Lift out all lines below that contain "Bailey".

**Data listing**:
═══

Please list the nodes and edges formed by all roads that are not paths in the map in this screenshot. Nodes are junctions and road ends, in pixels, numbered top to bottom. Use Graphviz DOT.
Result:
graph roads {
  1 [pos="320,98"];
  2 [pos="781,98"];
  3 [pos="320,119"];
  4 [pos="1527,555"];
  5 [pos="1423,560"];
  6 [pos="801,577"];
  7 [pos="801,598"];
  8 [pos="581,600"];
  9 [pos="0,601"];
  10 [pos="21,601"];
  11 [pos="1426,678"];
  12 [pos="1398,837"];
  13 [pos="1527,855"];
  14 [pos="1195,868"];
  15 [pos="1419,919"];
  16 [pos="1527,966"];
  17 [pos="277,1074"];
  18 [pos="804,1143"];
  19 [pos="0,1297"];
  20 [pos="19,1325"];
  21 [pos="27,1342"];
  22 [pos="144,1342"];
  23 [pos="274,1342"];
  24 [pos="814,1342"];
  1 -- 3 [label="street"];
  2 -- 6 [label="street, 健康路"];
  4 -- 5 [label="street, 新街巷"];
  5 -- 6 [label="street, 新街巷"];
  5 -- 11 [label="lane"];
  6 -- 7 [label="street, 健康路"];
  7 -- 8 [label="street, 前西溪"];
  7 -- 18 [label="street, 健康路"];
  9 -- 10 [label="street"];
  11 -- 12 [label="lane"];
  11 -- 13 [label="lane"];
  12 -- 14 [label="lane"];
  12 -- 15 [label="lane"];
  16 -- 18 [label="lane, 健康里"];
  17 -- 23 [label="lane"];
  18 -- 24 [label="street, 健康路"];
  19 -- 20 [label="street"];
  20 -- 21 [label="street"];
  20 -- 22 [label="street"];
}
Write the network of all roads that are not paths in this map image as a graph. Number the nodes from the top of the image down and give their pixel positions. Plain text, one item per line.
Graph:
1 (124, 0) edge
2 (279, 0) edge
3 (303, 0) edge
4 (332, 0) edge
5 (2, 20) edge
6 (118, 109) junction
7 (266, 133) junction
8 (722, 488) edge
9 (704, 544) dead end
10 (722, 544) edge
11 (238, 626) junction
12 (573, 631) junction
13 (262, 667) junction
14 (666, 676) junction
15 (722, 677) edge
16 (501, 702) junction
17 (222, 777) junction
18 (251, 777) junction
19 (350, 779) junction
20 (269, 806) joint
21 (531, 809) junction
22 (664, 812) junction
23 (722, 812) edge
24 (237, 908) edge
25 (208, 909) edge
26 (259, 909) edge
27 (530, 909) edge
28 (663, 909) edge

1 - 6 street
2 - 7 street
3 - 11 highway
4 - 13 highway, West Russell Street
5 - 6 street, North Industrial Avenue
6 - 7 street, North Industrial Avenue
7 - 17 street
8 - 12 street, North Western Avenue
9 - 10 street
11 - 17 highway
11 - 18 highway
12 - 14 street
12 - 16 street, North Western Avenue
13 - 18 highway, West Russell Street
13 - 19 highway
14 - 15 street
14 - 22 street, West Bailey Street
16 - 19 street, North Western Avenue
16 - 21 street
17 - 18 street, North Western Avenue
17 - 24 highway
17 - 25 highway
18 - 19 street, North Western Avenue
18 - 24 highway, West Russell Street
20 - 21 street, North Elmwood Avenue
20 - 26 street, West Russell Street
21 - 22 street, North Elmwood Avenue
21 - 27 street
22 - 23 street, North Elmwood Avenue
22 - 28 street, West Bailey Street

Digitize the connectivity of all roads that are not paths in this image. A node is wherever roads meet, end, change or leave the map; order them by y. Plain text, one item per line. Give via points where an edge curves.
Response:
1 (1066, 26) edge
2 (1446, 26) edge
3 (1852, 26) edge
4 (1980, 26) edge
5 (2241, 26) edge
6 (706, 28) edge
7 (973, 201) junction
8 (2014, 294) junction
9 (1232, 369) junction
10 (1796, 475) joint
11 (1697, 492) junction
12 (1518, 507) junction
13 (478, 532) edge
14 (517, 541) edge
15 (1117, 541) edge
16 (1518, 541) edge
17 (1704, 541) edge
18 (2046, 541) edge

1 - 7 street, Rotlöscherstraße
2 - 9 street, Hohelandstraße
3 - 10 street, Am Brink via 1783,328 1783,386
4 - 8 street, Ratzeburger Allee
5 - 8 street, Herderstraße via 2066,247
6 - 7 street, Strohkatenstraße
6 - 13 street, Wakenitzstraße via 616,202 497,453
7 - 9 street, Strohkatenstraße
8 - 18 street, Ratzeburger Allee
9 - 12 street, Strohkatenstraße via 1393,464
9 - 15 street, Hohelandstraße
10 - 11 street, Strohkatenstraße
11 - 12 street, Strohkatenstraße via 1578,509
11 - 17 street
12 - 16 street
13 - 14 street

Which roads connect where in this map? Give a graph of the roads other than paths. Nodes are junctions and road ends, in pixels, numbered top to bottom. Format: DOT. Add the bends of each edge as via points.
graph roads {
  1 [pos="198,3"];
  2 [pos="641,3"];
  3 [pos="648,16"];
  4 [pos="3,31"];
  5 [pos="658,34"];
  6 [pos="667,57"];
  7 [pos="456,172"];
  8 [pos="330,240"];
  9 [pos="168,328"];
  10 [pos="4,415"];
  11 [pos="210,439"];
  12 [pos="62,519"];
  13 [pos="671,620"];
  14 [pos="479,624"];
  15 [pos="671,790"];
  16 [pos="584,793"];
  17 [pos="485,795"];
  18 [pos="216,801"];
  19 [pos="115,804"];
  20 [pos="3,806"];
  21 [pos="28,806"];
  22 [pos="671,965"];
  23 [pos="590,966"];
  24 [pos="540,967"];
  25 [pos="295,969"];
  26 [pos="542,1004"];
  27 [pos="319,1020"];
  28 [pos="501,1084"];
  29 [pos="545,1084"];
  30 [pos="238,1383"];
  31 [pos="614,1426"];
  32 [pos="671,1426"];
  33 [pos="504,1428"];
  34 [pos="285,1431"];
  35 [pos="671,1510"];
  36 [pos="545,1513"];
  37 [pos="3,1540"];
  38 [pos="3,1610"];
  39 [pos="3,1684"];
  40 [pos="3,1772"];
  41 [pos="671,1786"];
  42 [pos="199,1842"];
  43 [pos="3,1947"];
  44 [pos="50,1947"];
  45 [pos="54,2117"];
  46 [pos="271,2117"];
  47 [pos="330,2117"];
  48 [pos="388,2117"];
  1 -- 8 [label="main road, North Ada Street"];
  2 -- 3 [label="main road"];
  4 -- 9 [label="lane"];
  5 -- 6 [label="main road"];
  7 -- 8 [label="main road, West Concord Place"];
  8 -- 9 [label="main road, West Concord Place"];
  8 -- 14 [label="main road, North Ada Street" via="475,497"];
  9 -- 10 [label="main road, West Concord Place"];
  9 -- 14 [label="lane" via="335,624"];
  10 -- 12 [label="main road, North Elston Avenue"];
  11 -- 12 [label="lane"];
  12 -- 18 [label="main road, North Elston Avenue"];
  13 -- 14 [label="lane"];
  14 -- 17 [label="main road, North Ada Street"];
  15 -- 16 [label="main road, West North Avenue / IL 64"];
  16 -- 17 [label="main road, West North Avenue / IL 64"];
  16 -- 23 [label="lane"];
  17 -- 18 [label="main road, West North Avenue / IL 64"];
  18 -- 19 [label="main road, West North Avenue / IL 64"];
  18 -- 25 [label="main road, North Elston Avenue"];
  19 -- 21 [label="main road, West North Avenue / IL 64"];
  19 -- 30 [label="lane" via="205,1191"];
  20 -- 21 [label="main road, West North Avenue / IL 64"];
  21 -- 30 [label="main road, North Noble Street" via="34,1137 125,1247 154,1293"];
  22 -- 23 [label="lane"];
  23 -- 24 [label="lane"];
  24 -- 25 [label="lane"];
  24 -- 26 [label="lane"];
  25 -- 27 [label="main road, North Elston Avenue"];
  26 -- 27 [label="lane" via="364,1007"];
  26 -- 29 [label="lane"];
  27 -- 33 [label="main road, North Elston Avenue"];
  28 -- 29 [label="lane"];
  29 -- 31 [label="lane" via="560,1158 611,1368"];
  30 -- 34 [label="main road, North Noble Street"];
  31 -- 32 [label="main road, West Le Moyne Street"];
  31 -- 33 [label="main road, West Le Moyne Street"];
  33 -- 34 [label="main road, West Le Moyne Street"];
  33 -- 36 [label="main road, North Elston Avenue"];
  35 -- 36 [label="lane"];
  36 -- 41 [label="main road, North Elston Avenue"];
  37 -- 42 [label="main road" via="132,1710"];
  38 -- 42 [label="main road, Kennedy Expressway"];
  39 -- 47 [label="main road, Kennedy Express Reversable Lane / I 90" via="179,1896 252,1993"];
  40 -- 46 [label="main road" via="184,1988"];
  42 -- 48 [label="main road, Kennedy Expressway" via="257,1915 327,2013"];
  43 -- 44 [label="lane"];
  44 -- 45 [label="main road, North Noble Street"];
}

═══

**Response to the task**:
14 - 22 street, West Bailey Street
22 - 28 street, West Bailey Street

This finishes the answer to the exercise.